Santun, mengajarkanku kedewasaan dan persaudaraan. Aku yang paling kecil, yang lain sudah kelas 8 (Fajar Winata, Rizky Ramadhan), dan tingkat SLTA (Ka Eka S. E., Ka Agus S., Ka’ Cahyadi, Mas Gatot) bersama para Amii (Ami Upang (Pengajar Tarikh dan tempatku curcol), Amii Asmuri(Pimpinan Asrama), Amii Fidi, Amii Jazuli (Pengajar Matematik dan teater), Pak Lalan dkk), para ummii (Ummi Dhona, dkk), dan Ibu Santun yang begitu mencurahkan kasih sayangnya kepada kami. Dari sinilah aku mulai mengerti, bahwa hidup tak selamanya berjalan mulus. Aku ingat kala itu, sepulang sekolah perutku amat sangat lapar. Sesampainya di Asrama nasi yang di rice cooker sudah mengering, sayur dikulkaspun sudah ludes akibat hobby Isengku dengan Fajar dan Rizky yang suka bikin sayur yang aneh-aneh. Aku bingung mau makan apa, uang persediaan sudah menipis, emh “Ga bisa makan neh” gumamku. Bukan itu aja, kadang klo lagi pengen hiburan main bolling dengan Fajar dan Rizky. Aku ingat saat main bolling di pojok emperan asrama di jejer botol-botol plastic bekas, dan yang jadi bolanya menggunakan Bola Basket kepunyaan risky. Kalau sudah gitu biasanya Ka’ Agus Negor “Kalian bertiga mainan terus, mending bersih-bersih dapur”, yah maklum Ka’ Agus sebagai sie perdapuran dan sei kebersihan. Mending Ka Agus nyuruh bersih-bersih, Ka’ Cahyadi Beda lagi “Beresin Ga’, mainan tuh yang wajar, itu dekat kaca.” Serunya dengan Gagah, Maklum beliaukan Paskibra Kota, yang setiap harinya mengayuh sepeda kesekolah, latian pukul dan sebagainya.

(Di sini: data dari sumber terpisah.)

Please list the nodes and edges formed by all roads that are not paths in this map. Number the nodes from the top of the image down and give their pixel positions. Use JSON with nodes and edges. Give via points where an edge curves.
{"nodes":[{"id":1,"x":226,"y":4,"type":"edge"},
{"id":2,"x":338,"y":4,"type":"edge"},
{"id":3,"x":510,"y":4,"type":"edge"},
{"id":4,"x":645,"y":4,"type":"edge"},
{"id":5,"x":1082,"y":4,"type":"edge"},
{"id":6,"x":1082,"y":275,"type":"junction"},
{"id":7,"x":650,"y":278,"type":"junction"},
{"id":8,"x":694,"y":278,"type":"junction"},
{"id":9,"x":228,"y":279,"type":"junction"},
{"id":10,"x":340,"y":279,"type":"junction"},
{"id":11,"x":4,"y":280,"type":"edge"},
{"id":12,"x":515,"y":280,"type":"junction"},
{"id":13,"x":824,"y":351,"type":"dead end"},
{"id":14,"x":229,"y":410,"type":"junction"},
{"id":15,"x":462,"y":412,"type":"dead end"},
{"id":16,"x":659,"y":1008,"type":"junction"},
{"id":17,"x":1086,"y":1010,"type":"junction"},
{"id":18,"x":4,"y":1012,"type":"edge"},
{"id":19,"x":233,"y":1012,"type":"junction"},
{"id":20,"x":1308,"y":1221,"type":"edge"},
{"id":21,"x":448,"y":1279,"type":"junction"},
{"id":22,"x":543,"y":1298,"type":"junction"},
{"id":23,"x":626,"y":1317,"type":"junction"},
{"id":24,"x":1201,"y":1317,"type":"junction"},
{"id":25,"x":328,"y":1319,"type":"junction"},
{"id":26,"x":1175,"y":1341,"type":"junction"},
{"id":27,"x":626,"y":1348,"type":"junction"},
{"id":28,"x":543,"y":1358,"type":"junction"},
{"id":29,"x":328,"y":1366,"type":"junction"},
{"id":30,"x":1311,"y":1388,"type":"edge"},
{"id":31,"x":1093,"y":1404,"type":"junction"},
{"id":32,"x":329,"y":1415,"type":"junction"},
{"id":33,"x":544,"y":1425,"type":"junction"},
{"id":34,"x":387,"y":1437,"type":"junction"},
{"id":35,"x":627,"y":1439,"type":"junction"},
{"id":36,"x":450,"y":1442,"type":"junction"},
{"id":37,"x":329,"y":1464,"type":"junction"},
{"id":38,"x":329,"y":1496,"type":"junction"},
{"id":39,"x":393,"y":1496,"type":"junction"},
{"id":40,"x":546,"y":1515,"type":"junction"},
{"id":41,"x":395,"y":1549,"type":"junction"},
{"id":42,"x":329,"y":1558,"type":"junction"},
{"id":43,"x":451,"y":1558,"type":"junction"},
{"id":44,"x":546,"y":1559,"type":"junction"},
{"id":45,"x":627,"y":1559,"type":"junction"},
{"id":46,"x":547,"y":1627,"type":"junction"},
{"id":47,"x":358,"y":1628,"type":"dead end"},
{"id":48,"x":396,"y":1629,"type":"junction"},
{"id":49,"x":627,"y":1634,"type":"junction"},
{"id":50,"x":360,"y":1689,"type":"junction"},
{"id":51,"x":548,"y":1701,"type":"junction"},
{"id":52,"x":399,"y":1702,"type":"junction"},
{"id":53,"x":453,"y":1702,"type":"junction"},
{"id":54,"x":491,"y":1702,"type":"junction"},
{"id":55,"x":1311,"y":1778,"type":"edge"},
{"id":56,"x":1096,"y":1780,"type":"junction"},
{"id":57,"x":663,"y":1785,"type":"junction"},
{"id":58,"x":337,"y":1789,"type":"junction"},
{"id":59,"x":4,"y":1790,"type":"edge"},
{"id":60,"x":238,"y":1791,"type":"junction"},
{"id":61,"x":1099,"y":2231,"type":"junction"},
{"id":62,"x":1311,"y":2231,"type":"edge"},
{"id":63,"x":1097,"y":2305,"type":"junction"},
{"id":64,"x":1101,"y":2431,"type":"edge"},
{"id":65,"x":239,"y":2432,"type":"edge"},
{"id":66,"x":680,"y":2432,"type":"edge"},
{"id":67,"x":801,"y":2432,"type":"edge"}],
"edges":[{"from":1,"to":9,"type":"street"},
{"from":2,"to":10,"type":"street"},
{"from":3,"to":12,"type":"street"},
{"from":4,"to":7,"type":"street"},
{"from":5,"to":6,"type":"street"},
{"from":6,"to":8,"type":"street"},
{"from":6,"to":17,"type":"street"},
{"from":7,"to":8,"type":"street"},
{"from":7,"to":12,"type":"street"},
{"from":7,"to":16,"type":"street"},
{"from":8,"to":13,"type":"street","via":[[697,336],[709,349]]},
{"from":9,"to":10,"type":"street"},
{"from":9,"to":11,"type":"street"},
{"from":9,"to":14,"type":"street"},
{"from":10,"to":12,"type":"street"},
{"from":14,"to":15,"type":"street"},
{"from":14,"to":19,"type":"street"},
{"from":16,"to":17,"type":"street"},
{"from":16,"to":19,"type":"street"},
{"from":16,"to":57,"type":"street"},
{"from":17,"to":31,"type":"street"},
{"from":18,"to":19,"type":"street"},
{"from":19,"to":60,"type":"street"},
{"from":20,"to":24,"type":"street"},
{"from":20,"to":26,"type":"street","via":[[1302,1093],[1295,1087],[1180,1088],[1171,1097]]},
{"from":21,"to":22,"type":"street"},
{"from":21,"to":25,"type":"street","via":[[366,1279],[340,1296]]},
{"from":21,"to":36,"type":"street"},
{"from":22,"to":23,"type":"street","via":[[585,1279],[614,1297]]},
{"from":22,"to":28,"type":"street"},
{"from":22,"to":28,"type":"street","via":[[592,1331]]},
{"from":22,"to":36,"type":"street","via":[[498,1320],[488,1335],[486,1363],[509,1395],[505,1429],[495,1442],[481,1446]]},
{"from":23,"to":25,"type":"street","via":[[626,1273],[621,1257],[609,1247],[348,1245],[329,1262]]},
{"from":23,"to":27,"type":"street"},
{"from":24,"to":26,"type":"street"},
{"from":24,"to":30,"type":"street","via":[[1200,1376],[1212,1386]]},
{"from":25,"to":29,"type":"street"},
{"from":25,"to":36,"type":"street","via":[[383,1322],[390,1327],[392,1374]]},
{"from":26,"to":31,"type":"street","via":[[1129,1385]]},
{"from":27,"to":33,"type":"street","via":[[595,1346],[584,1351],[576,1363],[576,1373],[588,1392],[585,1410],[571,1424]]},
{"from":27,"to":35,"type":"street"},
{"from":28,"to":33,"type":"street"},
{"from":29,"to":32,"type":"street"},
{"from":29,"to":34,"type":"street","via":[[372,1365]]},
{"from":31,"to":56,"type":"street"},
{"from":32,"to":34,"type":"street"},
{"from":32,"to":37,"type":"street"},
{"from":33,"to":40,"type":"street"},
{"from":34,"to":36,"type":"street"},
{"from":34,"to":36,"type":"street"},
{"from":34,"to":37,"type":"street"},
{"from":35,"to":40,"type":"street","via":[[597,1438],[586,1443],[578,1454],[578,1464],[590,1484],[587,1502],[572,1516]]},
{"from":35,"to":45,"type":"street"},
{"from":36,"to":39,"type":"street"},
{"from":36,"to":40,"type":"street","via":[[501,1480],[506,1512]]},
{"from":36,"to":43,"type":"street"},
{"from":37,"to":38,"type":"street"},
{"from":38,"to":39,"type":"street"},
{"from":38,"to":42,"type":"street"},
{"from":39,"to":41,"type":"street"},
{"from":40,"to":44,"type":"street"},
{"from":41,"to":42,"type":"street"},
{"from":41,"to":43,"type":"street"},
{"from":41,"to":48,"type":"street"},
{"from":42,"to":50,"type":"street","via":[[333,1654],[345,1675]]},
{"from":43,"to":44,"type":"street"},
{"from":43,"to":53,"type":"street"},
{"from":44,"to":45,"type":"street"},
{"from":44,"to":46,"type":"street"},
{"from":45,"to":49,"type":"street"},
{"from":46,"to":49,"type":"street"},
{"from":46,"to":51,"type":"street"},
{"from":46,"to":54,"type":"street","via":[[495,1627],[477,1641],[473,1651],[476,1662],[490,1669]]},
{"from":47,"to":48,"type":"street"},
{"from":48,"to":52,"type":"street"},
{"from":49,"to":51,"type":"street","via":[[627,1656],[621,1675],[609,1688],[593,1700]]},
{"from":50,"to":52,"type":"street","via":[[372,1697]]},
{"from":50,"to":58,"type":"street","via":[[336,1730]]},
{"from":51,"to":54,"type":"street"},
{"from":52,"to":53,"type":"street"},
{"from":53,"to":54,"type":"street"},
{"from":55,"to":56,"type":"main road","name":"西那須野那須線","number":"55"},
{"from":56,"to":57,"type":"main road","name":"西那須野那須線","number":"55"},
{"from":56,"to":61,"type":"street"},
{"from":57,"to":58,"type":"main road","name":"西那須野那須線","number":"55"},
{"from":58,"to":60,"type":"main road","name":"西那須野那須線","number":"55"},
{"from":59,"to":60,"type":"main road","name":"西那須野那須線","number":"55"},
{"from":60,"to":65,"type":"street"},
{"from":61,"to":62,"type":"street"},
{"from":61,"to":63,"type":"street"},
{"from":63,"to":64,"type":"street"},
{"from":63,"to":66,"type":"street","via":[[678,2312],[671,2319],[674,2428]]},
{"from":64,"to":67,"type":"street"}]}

Aku, Fajar, dan Rizky biasanya akan naik keatap masjid depan Asrama sebagai arena pelarian dari tugas bersih-bersih halaman. Kadang sengaja berangkat sekolah sengaja pagi-pagi dan pulang larut sore hanya karena ga mau bersih-bersih halaman. Namun hal ini tak selalu kami lakukan, kalau lagi rajin ya rajin banget. Kita bertiga selalu kumat-kumatan kalau bersih-bersih.
“Jar, Aku minta gambarin dong,” Pintaku Ke Fajar, Dia paling jago ngegambar sih soalnya. Cowok TiKus alias tinggi kurus dengan tahi lalat diatas bibir, yang selalu mengajakku melihat rembulan. “Zuh, tidur di Balkon yuk. Lembulannya terang neh, barangkali aja ada bidadari turun” kenangku saat Fajar menampakkan kepala di bibir pintu kamarku sambil menyeret kasur. Biasanya kalau sudah begitu kita bertiga akan bercerita tentang kisah masing-masing, tebak-tebakan, nyanyi-nyanyi, ngrenung bareng, kadang ejek-ejekan sekolah masing-masing, Rizky yang selalu asyik membanggakan SMPN 10nya, Fajar yang tak mau kalah membanggakan SMP Muha 2nya, dan aku yang selalu kalah untuk MTsNku, habisnya mereka berdua paling bisa ngomong seh, aku selalu kalah, belum lagi mereka 2 tingkat diatasku.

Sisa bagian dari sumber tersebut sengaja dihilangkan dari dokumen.